Anterior ischemic optic neuropathies are categorized as nonarteritic anterior ischemic optic neuropathies and arteritic anterior ischemic optic neuropathies (usually in the setting of giant cell arteritis).
Nonarteritic anterior ischemic optic neuropathies typically occur in the setting of a disc at risk (small crowded optic nerve with a small cup-to-disc ratio).
In a patient with suspected ischemic optic neuropathy, the first step should always be to rule in or out giant cell arteritis.
Ischemic optic neuropathies (IONs) are the most common acute optic neuropathies in patients older than 50 years. The term ischemic optic neuropathy is used as a general term to refer to all presumed ischemic causes of optic neuropathy.

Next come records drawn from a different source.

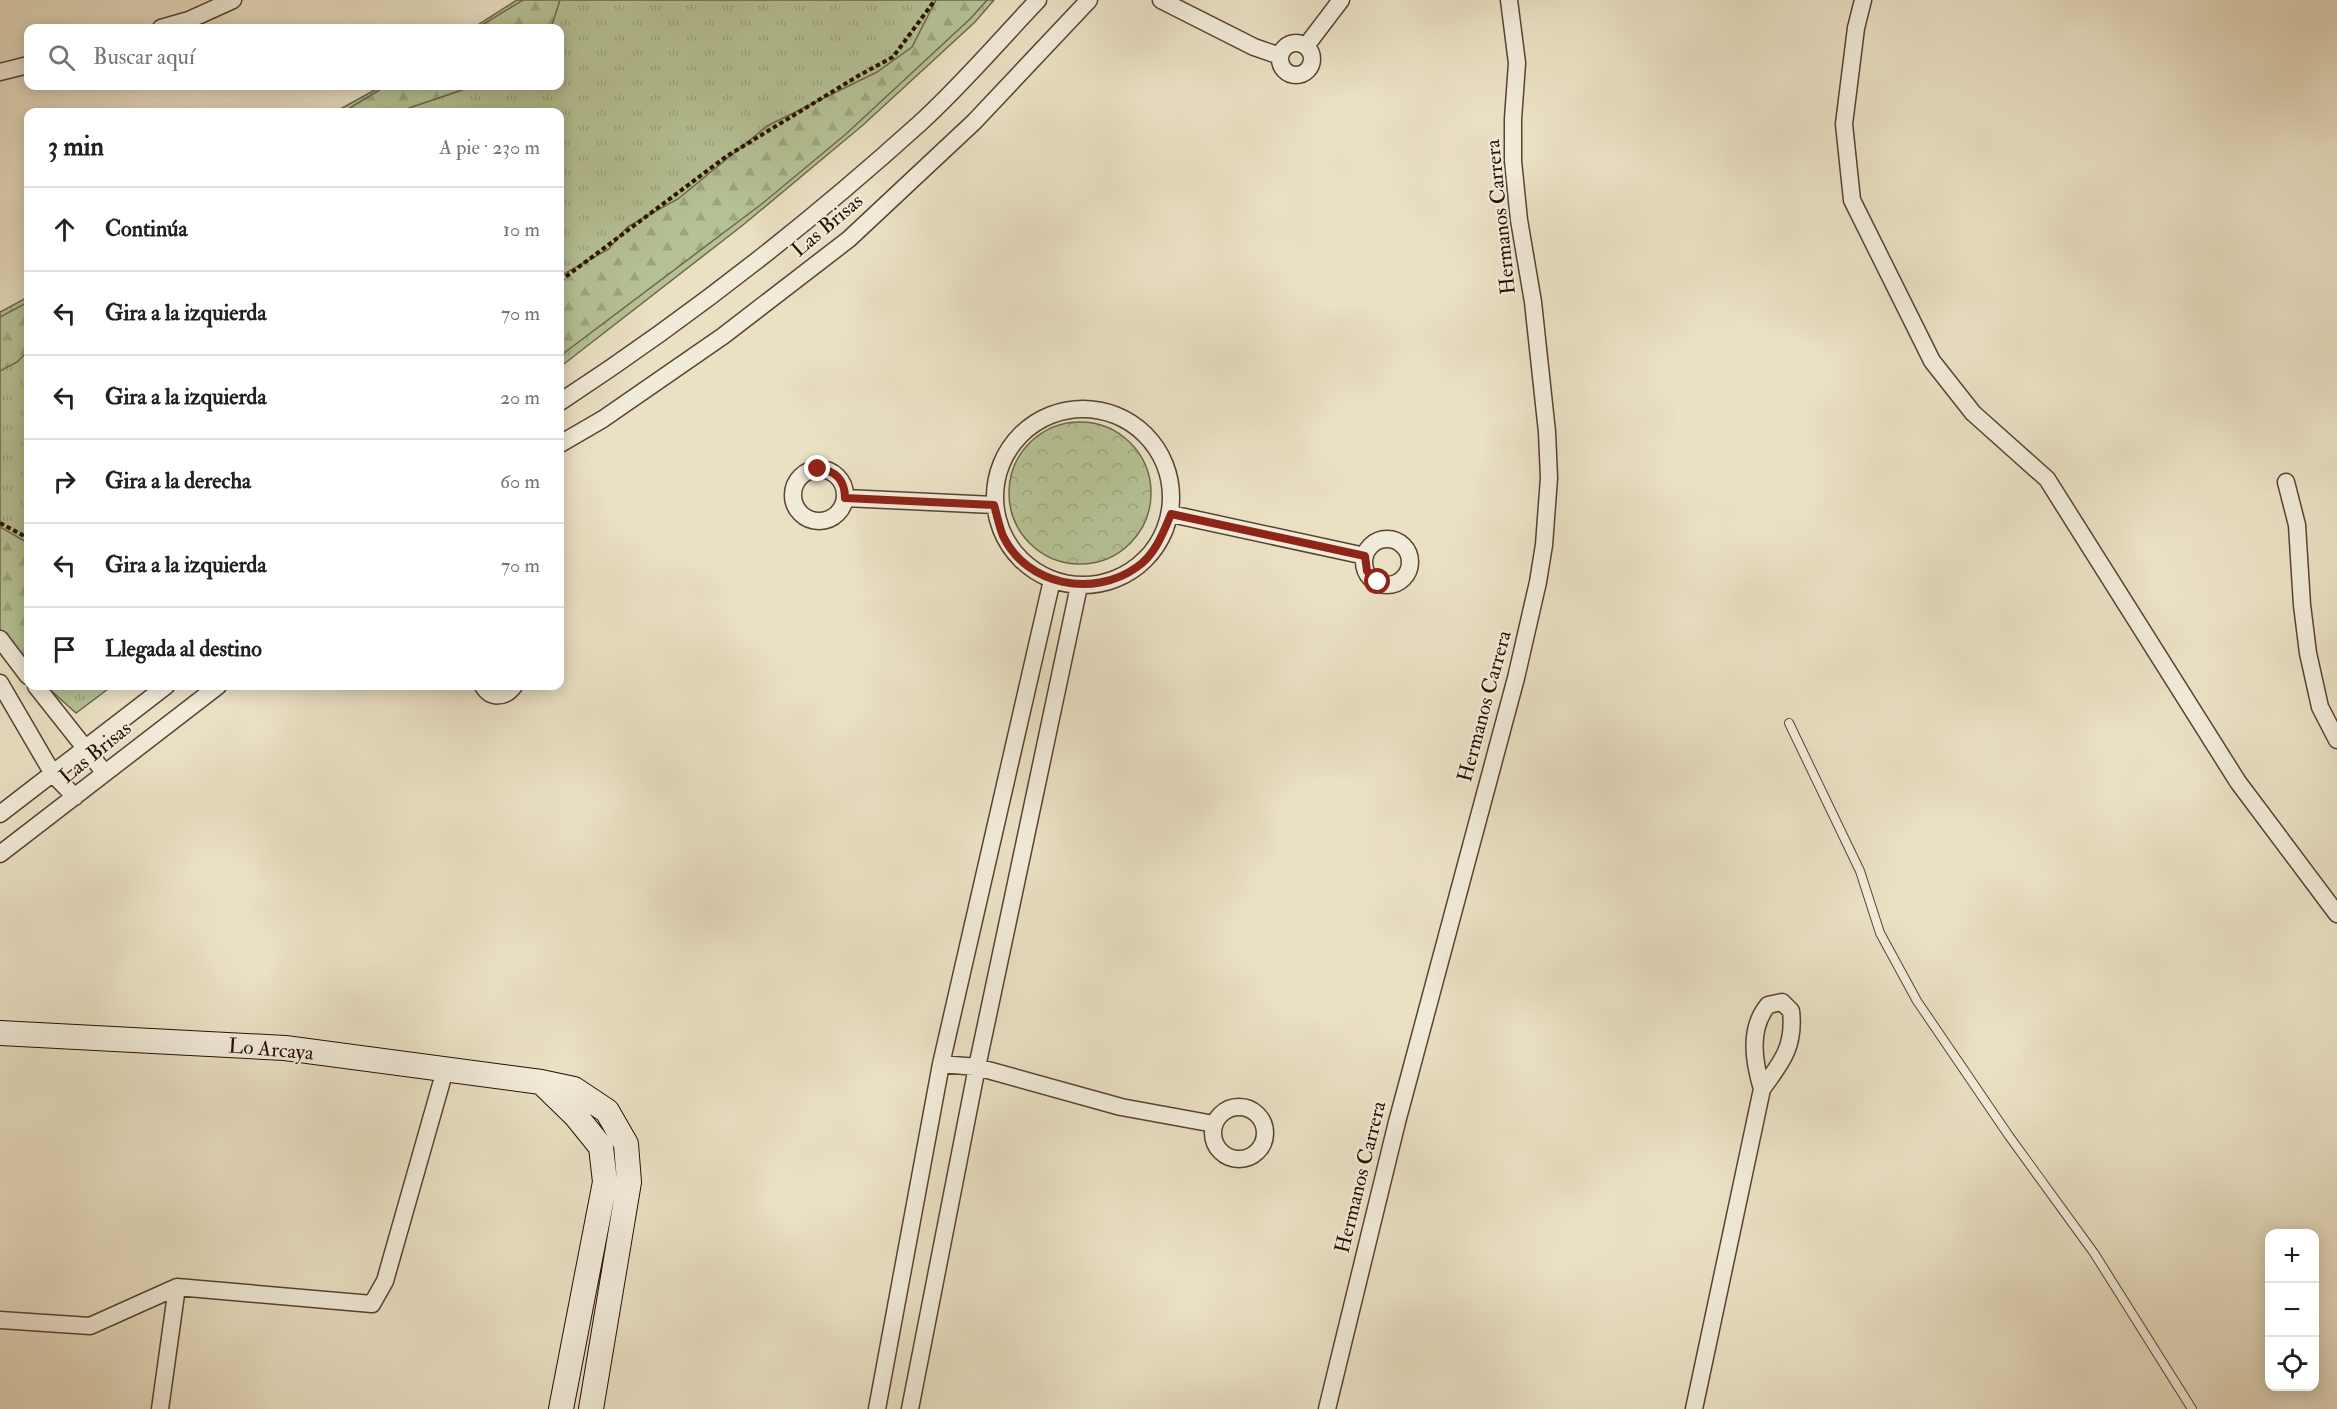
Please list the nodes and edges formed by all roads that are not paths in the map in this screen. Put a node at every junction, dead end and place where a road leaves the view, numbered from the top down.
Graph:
1 (233, 0) edge
2 (1038, 0) edge
3 (1089, 0) edge
4 (1161, 0) edge
5 (1341, 0) edge
6 (1509, 0) edge
7 (1863, 0) edge
8 (175, 24) edge
9 (1306, 46) junction
10 (1280, 56) junction
11 (24, 66) edge
12 (0, 72) edge
13 (564, 399) edge
14 (564, 442) edge
15 (2286, 482) dead end
16 (845, 498) dead end
17 (994, 505) junction
18 (1171, 514) junction
19 (1365, 556) dead end
20 (1052, 580) junction
21 (1079, 586) junction
22 (0, 639) edge
23 (24, 671) edge
24 (0, 683) edge
25 (39, 690) edge
26 (161, 690) edge
27 (213, 690) edge
28 (486, 690) edge
29 (510, 690) edge
30 (1789, 723) dead end
31 (2337, 740) edge
32 (84, 749) junction
33 (104, 772) junction
34 (53, 774) junction
35 (75, 797) junction
36 (0, 814) edge
37 (0, 854) edge
38 (2337, 914) edge
39 (0, 1033) edge
40 (941, 1064) junction
41 (977, 1067) junction
42 (445, 1070) junction
43 (541, 1082) junction
44 (1762, 1089) dead end
45 (1214, 1124) dead end
46 (177, 1287) junction
47 (0, 1320) edge
48 (160, 1409) edge
49 (561, 1409) edge
50 (591, 1409) edge
51 (877, 1409) edge
52 (910, 1409) edge
53 (1327, 1409) edge
54 (1694, 1409) edge
55 (2192, 1409) edge

1 - 8 street
2 - 13 street, Las Brisas
3 - 14 street, Las Brisas
4 - 10 street
5 - 9 street
6 - 53 street, Hermanos Carrera
7 - 38 street
9 - 10 street
9 - 10 street
11 - 12 street
15 - 31 street
16 - 17 street
17 - 18 street
17 - 20 street
18 - 19 street
18 - 21 street
20 - 21 street
20 - 40 street
21 - 41 street
22 - 23 street
24 - 34 street
25 - 32 street
26 - 32 street, Las Brisas
27 - 33 street, Las Brisas
28 - 29 street
30 - 55 lane
32 - 33 street
32 - 34 street, Las Brisas
33 - 35 street, Las Brisas
34 - 35 street
34 - 36 street, Las Brisas
35 - 37 street, Las Brisas
39 - 42 street, Lo Arcaya
40 - 41 street
40 - 51 street
41 - 45 street
41 - 52 street
42 - 43 street, Lo Arcaya
42 - 46 street
43 - 49 street
43 - 50 street, Lo Arcaya
44 - 54 street
46 - 47 street
46 - 48 street

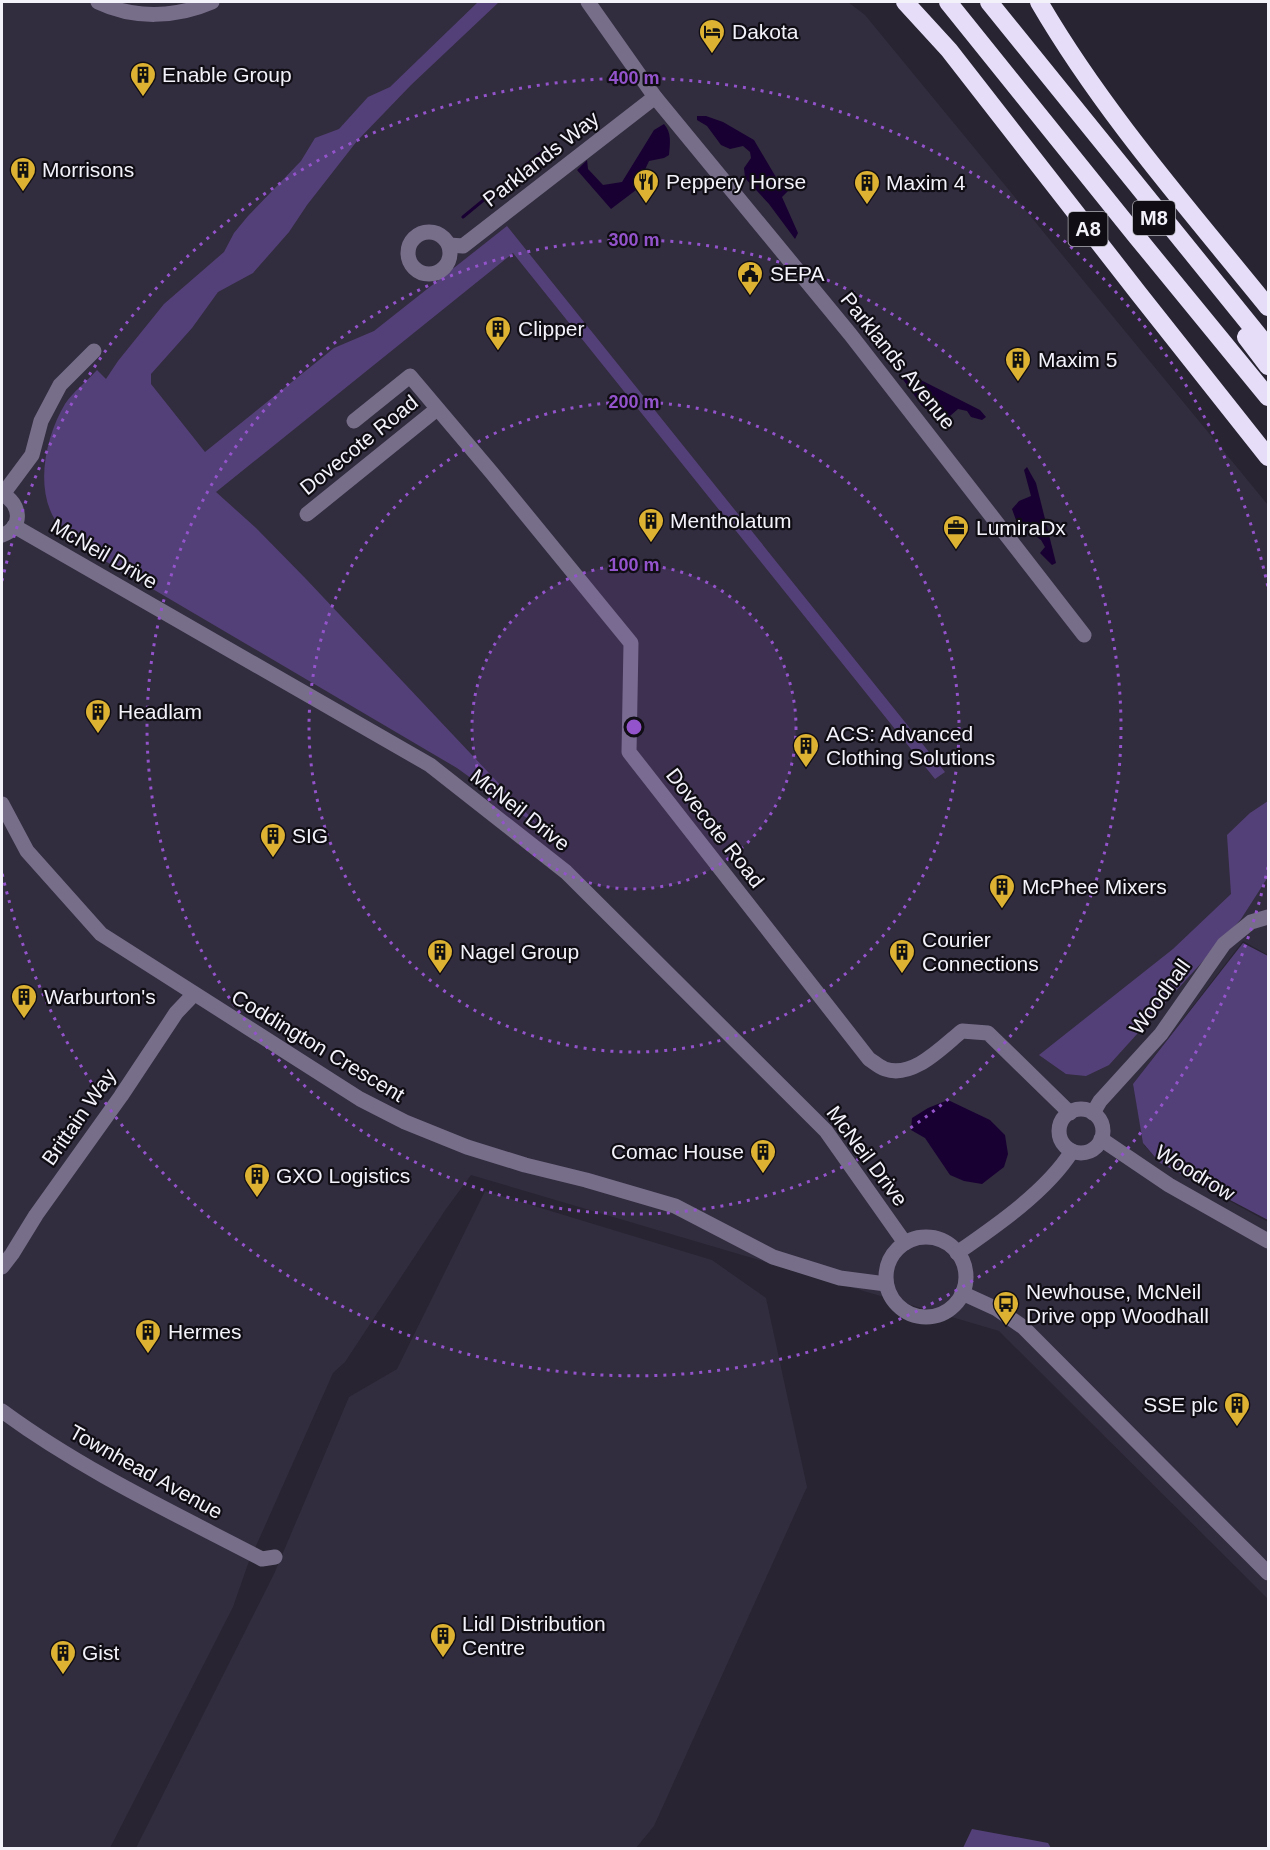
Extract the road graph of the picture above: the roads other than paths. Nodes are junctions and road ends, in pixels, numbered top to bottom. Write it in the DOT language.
graph roads {
  1 [pos="98,2"];
  2 [pos="212,2"];
  3 [pos="588,2"];
  4 [pos="905,2"];
  5 [pos="948,2"];
  6 [pos="989,2"];
  7 [pos="1039,2"];
  8 [pos="1042,69"];
  9 [pos="655,97"];
  10 [pos="1137,237"];
  11 [pos="449,245"];
  12 [pos="1269,307"];
  13 [pos="1269,347"];
  14 [pos="94,351"];
  15 [pos="1269,366"];
  16 [pos="1269,397"];
  17 [pos="437,409"];
  18 [pos="1269,412"];
  19 [pos="354,421"];
  20 [pos="1269,457"];
  21 [pos="2,494"];
  22 [pos="307,514"];
  23 [pos="8,531"];
  24 [pos="1084,635"];
  25 [pos="2,804"];
  26 [pos="1269,917"];
  27 [pos="194,994"];
  28 [pos="1070,1113"];
  29 [pos="1093,1113"];
  30 [pos="1101,1139"];
  31 [pos="1072,1151"];
  32 [pos="1269,1241"];
  33 [pos="905,1243"];
  34 [pos="957,1253"];
  35 [pos="2,1267"];
  36 [pos="886,1284"];
  37 [pos="962,1293"];
  38 [pos="2,1411"];
  39 [pos="275,1557"];
  40 [pos="1269,1573"];
  1 -- 2 [label="street"];
  3 -- 9 [label="street, Parklands Avenue"];
  4 -- 20 [label="highway, A8"];
  5 -- 10 [label="highway, M8"];
  6 -- 8 [label="highway, M8"];
  7 -- 12 [label="highway"];
  8 -- 13 [label="highway, M8"];
  8 -- 15 [label="highway, M8"];
  9 -- 11 [label="street, Parklands Way"];
  9 -- 24 [label="street, Parklands Avenue"];
  10 -- 16 [label="highway, M8"];
  10 -- 18 [label="highway, M8"];
  14 -- 21 [label="street"];
  17 -- 19 [label="street, Dovecote Road"];
  17 -- 22 [label="street, Dovecote Road"];
  17 -- 28 [label="street, Dovecote Road"];
  21 -- 23 [label="street"];
  23 -- 33 [label="street, McNeil Drive"];
  25 -- 27 [label="street, Coddington Crescent"];
  26 -- 29 [label="street, Woodhall"];
  27 -- 35 [label="street, Brittain Way"];
  27 -- 36 [label="street, Coddington Crescent"];
  28 -- 29 [label="street"];
  28 -- 31 [label="street"];
  29 -- 30 [label="street"];
  30 -- 31 [label="street"];
  30 -- 32 [label="street, Woodrow"];
  31 -- 34 [label="street"];
  33 -- 34 [label="street"];
  33 -- 36 [label="street"];
  34 -- 37 [label="street"];
  36 -- 37 [label="street"];
  37 -- 40 [label="street"];
  38 -- 39 [label="street, Townhead Avenue"];
}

Depending on the segment of optic nerve affected, they are divided into anterior and posterior IONs (Fig. 5–1). Optic disc edema from ischemia to the anterior nerve is, by definition, present in anterior ischemic optic neuropathy (AION) (Fig. 5–2) and absent in posterior ischemic optic neuropathy (PION) (Fig. 5–3).1 AION is much more common than PION, accounting for 90% of cases of optic nerve ischemia.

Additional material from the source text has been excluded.